Problem requirements:
Omit every picture while you reproduce the entries that follow word for word.
● ● ● ●
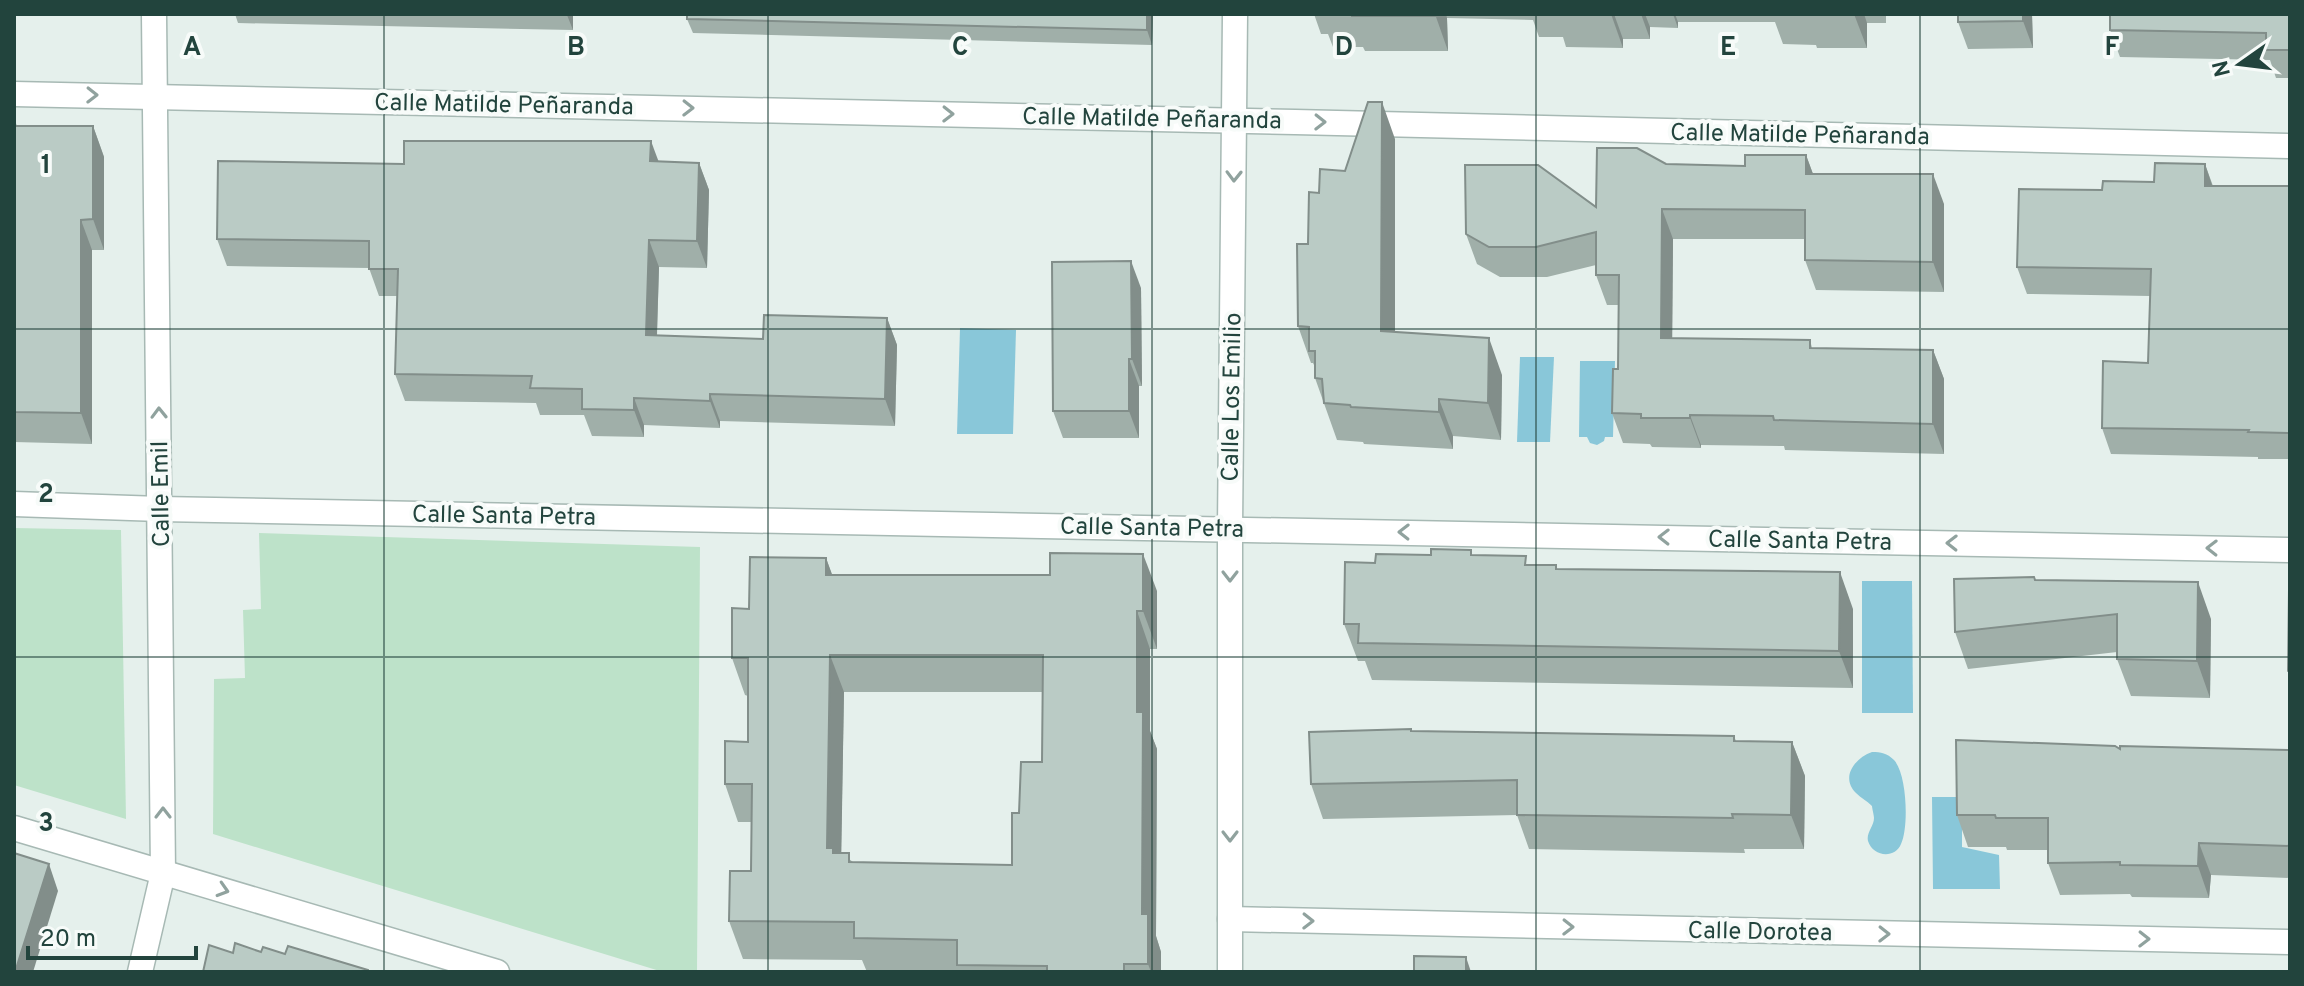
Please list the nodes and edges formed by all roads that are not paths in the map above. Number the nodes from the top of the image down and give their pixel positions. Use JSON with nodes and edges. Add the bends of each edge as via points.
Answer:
{"nodes":[{"id":1,"x":154,"y":14,"type":"edge"},
{"id":2,"x":1235,"y":14,"type":"edge"},
{"id":3,"x":14,"y":94,"type":"edge"},
{"id":4,"x":155,"y":97,"type":"junction"},
{"id":5,"x":1235,"y":121,"type":"junction"},
{"id":6,"x":2290,"y":146,"type":"edge"},
{"id":7,"x":14,"y":504,"type":"edge"},
{"id":8,"x":160,"y":509,"type":"junction"},
{"id":9,"x":1230,"y":528,"type":"junction"},
{"id":10,"x":2290,"y":550,"type":"edge"},
{"id":11,"x":14,"y":828,"type":"edge"},
{"id":12,"x":163,"y":873,"type":"junction"},
{"id":13,"x":1230,"y":919,"type":"junction"},
{"id":14,"x":2290,"y":942,"type":"edge"},
{"id":15,"x":140,"y":972,"type":"edge"},
{"id":16,"x":497,"y":972,"type":"edge"},
{"id":17,"x":1230,"y":972,"type":"edge"}],
"edges":[{"from":1,"to":4,"type":"street","name":"Calle Emil"},
{"from":2,"to":5,"type":"street","name":"Calle Los Emilio"},
{"from":3,"to":4,"type":"street","name":"Calle Matilde Peñaranda","one_way":true},
{"from":4,"to":5,"type":"street","name":"Calle Matilde Peñaranda","one_way":true},
{"from":8,"to":4,"type":"street","name":"Calle Emil","one_way":true},
{"from":5,"to":6,"type":"street","name":"Calle Matilde Peñaranda","one_way":true},
{"from":5,"to":9,"type":"street","name":"Calle Los Emilio","one_way":true},
{"from":7,"to":8,"type":"street","name":"Calle Santa Petra"},
{"from":8,"to":9,"type":"street","name":"Calle Santa Petra"},
{"from":12,"to":8,"type":"street","name":"Calle Emil","one_way":true},
{"from":10,"to":9,"type":"street","name":"Calle Santa Petra","one_way":true},
{"from":9,"to":13,"type":"street","name":"Calle Los Emilio","one_way":true},
{"from":11,"to":12,"type":"street"},
{"from":12,"to":15,"type":"street","name":"Calle Emil"},
{"from":12,"to":16,"type":"street","one_way":true},
{"from":13,"to":14,"type":"street","name":"Calle Dorotea","one_way":true},
{"from":13,"to":17,"type":"street","name":"Calle Los Emilio"}]}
● ● ● ●
Task output:
Please list the nodes and edges formed by all roads that are not paths in the map above. Number the nodes from the top of the image down and give their pixel positions. Use JSON with nodes and edges. Add the bends of each edge as via points.
Answer:
{"nodes":[{"id":1,"x":154,"y":14,"type":"edge"},
{"id":2,"x":1235,"y":14,"type":"edge"},
{"id":3,"x":14,"y":94,"type":"edge"},
{"id":4,"x":155,"y":97,"type":"junction"},
{"id":5,"x":1235,"y":121,"type":"junction"},
{"id":6,"x":2290,"y":146,"type":"edge"},
{"id":7,"x":14,"y":504,"type":"edge"},
{"id":8,"x":160,"y":509,"type":"junction"},
{"id":9,"x":1230,"y":528,"type":"junction"},
{"id":10,"x":2290,"y":550,"type":"edge"},
{"id":11,"x":14,"y":828,"type":"edge"},
{"id":12,"x":163,"y":873,"type":"junction"},
{"id":13,"x":1230,"y":919,"type":"junction"},
{"id":14,"x":2290,"y":942,"type":"edge"},
{"id":15,"x":140,"y":972,"type":"edge"},
{"id":16,"x":497,"y":972,"type":"edge"},
{"id":17,"x":1230,"y":972,"type":"edge"}],
"edges":[{"from":1,"to":4,"type":"street","name":"Calle Emil"},
{"from":2,"to":5,"type":"street","name":"Calle Los Emilio"},
{"from":3,"to":4,"type":"street","name":"Calle Matilde Peñaranda","one_way":true},
{"from":4,"to":5,"type":"street","name":"Calle Matilde Peñaranda","one_way":true},
{"from":8,"to":4,"type":"street","name":"Calle Emil","one_way":true},
{"from":5,"to":6,"type":"street","name":"Calle Matilde Peñaranda","one_way":true},
{"from":5,"to":9,"type":"street","name":"Calle Los Emilio","one_way":true},
{"from":7,"to":8,"type":"street","name":"Calle Santa Petra"},
{"from":8,"to":9,"type":"street","name":"Calle Santa Petra"},
{"from":12,"to":8,"type":"street","name":"Calle Emil","one_way":true},
{"from":10,"to":9,"type":"street","name":"Calle Santa Petra","one_way":true},
{"from":9,"to":13,"type":"street","name":"Calle Los Emilio","one_way":true},
{"from":11,"to":12,"type":"street"},
{"from":12,"to":15,"type":"street","name":"Calle Emil"},
{"from":12,"to":16,"type":"street","one_way":true},
{"from":13,"to":14,"type":"street","name":"Calle Dorotea","one_way":true},
{"from":13,"to":17,"type":"street","name":"Calle Los Emilio"}]}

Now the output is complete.